Era il 1963 quando Frank Herbert cominciò a pubblicare su Analog il primo libro della saga dedicata a Dune, poi divenuto romanzo in coppia con il sequel nel 1965, mentre altri sono seguiti poi, anche a firma del figlio Brian dopo la morte di Frank. Il primo che volle cimentarsi con la saga (salutata da un successo editoriale travolgente) fu Alejandro Jodorowsky, che coinvolse nel suo progetto moltissimi artisti di vari campi.
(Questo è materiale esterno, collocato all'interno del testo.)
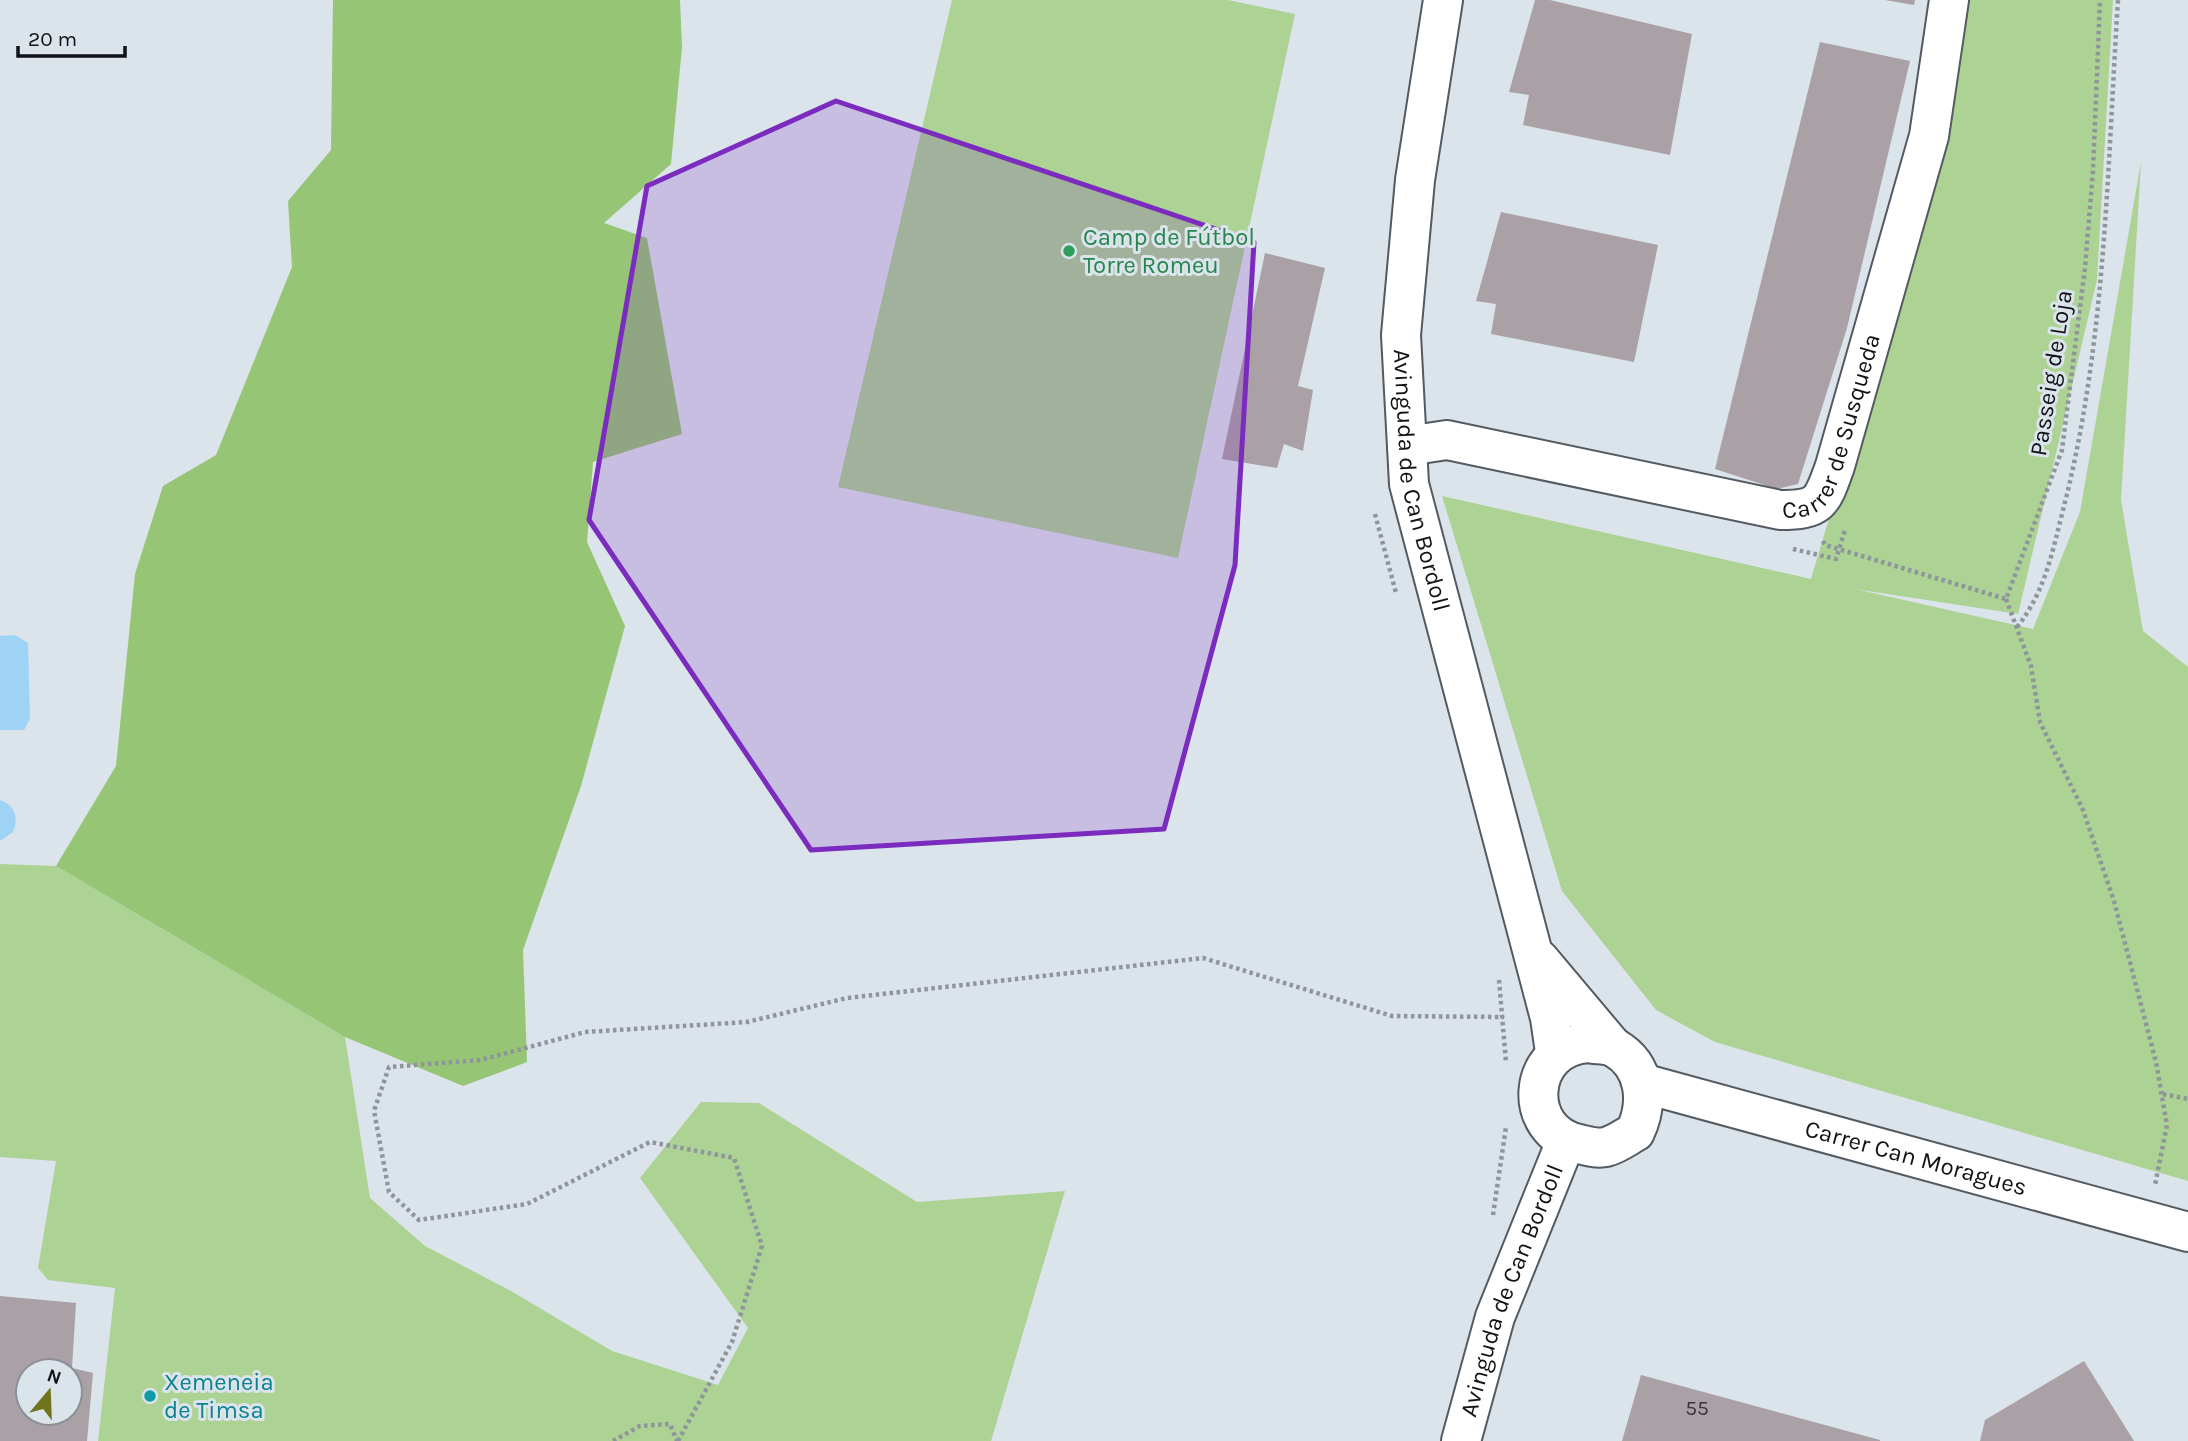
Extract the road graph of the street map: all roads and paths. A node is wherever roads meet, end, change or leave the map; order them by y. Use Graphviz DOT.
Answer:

Ma nessuno se la sentì di produrre un film di tale portata affidandosi al creativo ma stravagante regista messicano che ha poi raccontato in un documentario quella storia di film incompiuto.

DI QUEL LAVORO rimane anche un fumetto realizzato con Moebius nel ciclo l’Incal. Non tutto però andò buttato via, sia per Alien che per Blade Runner e per il Dune di David Lynch del 1984 (già talentuosissimo ma ancora alle prime armi) vennero rispolverate moltissime idee e soluzioni dal fantascientifico progetto incompiuto. All’epoca ci fu grande attesa per quella versione che prometteva moltissimo, ma aveva anche preteso molto produttivamente preoccupando non poco e a ragione Dino De Laurentiis. La delusione, economica, fu piuttosto forte, anche se con l’homevideo il film ha continuato a macinare come fenomeno cult.
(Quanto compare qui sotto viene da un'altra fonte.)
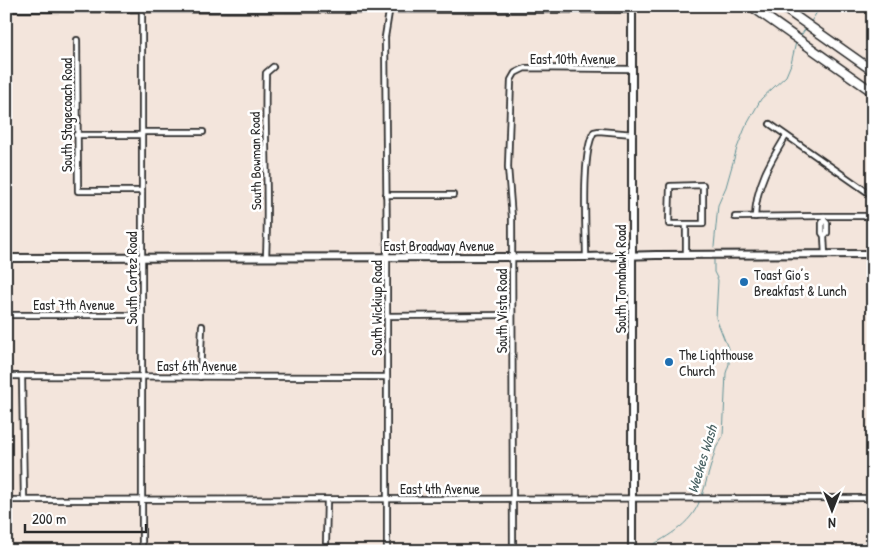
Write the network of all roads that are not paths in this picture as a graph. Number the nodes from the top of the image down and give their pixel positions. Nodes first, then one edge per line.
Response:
1 (751, 6) edge
2 (781, 6) edge
3 (18, 8) edge
4 (142, 8) edge
5 (390, 8) edge
6 (508, 8) edge
7 (632, 8) edge
8 (6, 9) edge
9 (77, 40) dead end
10 (272, 67) dead end
11 (632, 69) junction
12 (871, 70) edge
13 (515, 73) joint
14 (859, 82) junction
15 (873, 92) edge
16 (770, 124) dead end
17 (203, 132) dead end
18 (142, 134) junction
19 (633, 134) junction
20 (76, 135) junction
21 (786, 136) junction
22 (142, 191) junction
23 (386, 195) junction
24 (453, 195) dead end
25 (873, 196) edge
26 (873, 216) edge
27 (735, 217) dead end
28 (755, 217) junction
29 (824, 218) junction
30 (686, 225) junction
31 (873, 254) edge
32 (632, 255) junction
33 (686, 255) junction
34 (825, 255) junction
35 (266, 257) junction
36 (387, 257) junction
37 (512, 257) junction
38 (586, 257) junction
39 (6, 258) edge
40 (142, 258) junction
41 (6, 315) edge
42 (142, 315) junction
43 (512, 315) junction
44 (387, 316) junction
45 (202, 326) dead end
46 (6, 376) edge
47 (22, 376) junction
48 (142, 376) junction
49 (200, 377) junction
50 (387, 377) junction
51 (873, 498) edge
52 (633, 499) junction
53 (6, 500) edge
54 (24, 500) junction
55 (142, 500) junction
56 (327, 500) junction
57 (387, 500) junction
58 (512, 500) junction
59 (326, 544) dead end
60 (142, 551) edge
61 (387, 551) edge
62 (513, 551) edge
63 (632, 551) edge

1 - 14 main road
2 - 12 main road
3 - 4 street
3 - 8 street
4 - 5 street
4 - 18 street, South Cortez Road
5 - 6 street
5 - 23 street, South Wickiup Road
6 - 7 street
7 - 11 main road, South Tomahawk Road
9 - 20 street, South Stagecoach Road
10 - 35 street, South Bowman Road
11 - 13 street, East 10th Avenue
11 - 19 main road, South Tomahawk Road
12 - 14 main road
13 - 37 street, South Vista Road
14 - 15 main road
16 - 21 street
17 - 18 street
18 - 20 street
18 - 22 street, South Cortez Road
19 - 32 main road, South Tomahawk Road
19 - 38 street
20 - 22 street, South Stagecoach Road
21 - 25 street
21 - 28 street
22 - 40 street, South Cortez Road
23 - 24 street
23 - 36 street, South Wickiup Road
26 - 29 street
27 - 28 street
28 - 29 street
29 - 34 street
30 - 30 street
30 - 33 street
31 - 34 main road, East Broadway Avenue
32 - 33 main road, East Broadway Avenue
32 - 38 main road, East Broadway Avenue
32 - 52 main road, South Tomahawk Road
33 - 34 main road, East Broadway Avenue
35 - 36 main road, East Broadway Avenue
35 - 40 main road, East Broadway Avenue
36 - 37 main road, East Broadway Avenue
36 - 44 street, South Wickiup Road
37 - 38 main road, East Broadway Avenue
37 - 43 street, South Vista Road
39 - 40 main road, East Broadway Avenue
40 - 42 street, South Cortez Road
41 - 42 street, East 7th Avenue
42 - 48 street, South Cortez Road
43 - 44 street
43 - 58 street, South Vista Road
44 - 50 street, South Wickiup Road
45 - 49 street
46 - 47 street, East 6th Avenue
47 - 48 street, East 6th Avenue
47 - 54 street
48 - 49 street, East 6th Avenue
48 - 55 street, South Cortez Road
49 - 50 street, East 6th Avenue
50 - 57 street, South Wickiup Road
51 - 52 street, East 4th Avenue
52 - 58 street, East 4th Avenue
52 - 63 main road, South Tomahawk Road
53 - 54 street, East 4th Avenue
54 - 55 street, East 4th Avenue
55 - 56 street, East 4th Avenue
55 - 60 street, South Cortez Road
56 - 57 street, East 4th Avenue
56 - 59 street
57 - 58 street, East 4th Avenue
57 - 61 street, South Wickiup Road
58 - 62 street, South Vista Road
Ora ci riprova Denis Villeneuve, armato di una tecnologia inimmaginabile alcuni decenni fa. La storia è sempre la stessa. Siamo intorno all’anno 10mila, il pianeta Arrakis è un immenso deserto, si sarebbe potuto bonificare, ma solo lì si trova una spezia-droga, unica in grado di consentire ai piloti i voli nell’universo.

E l’imperatore intimorito dalla potenza e dalla ricchezza della casata Harkonnen, che controlla il traffico, decide di soppiantarli con la vigorosa casata Atreides, sapendo che un eventuale conflitto indebolirebbe entrambi. Aggiungete un pizzico di esoterismo, di strumenti futuribili, di vermoni giganti che si muovono sotto sabbia, una profezia messianica e avrete già il quadro di tutto quello che anima un racconto di oltre due ore e mezza, in attesa dell’annunciato sequel.

Quel che invece non si può immaginare è l’impatto visivo del film, capace di saccheggiare (o se volete di ispirarsi) a molte pellicole, fantascientifiche e non, nel costruire le scene. Si può ritrovare L’ultimo imperatore quando la delegazione imperiale scende dall’astronave accolta dagli Atreides, le tute dei soldati rievocano quelle di Guerre stellari, alcuni aggeggi sembrano usciti dalla mente di Q, l’ingegnere di 007. Tutto lecito, per un lavoro che avrebbe dovuto puntare molto sull’Imax («è stato sognato, disegnato e girato per questo» dice il regista) e in seconda battuta sulle sale cinematografiche rimasto però imbrigliato dalla pandemia. Infatti Villeneuve in conferenza stampa ha voluto sottolineare come questi «siano tempi difficili, per tutti. Prima la sicurezza, ma se il pubblico si dovesse sentire tranquillo io lo incoraggerei a vedere il film su grande schermo».

IN EFFETTI, aldilà dei timori professionali, si tratta di un lavoro che non può essere inscatolato, neppure su un televisore gigante, bisogna farsi avvolgere e farselo scorrere addosso, guardarlo con gli occhi, sentirlo sulla pelle, avvertirne le vibrazioni altrimenti il rischio è quello di rimanere totalmente indifferenti rispetto all’ennesima storia fantascientifica, un po’ fracassona. Eppure, mentre in Italia uscirà il 16 settembre in sala, negli Stati uniti verrà proiettato solo il 22 ottobre ma in contemporanea con lo streaming Hbo Max.

Naturalmente in un film di questa portata il cast è stellare, a cominciare dal cameo di Charlotte Rampling (quasi irriconoscibile e velata nella parte che fu di Silvana Mangano). Ma i protagonisti sono altri, Timothée Chalamet ormai lanciatissimo nell’olimpo hollywoodiano, sua mamma Rebecca Ferguson, Oscar Isaac, Josh Brolin, Josh Brolin, Stellan Skarsgård, poi Zendaya e la spiazzante apparizione di Javier Bardem entrambi in versione occhio blu, come tutti i Fremen, i nativi di Arrakis.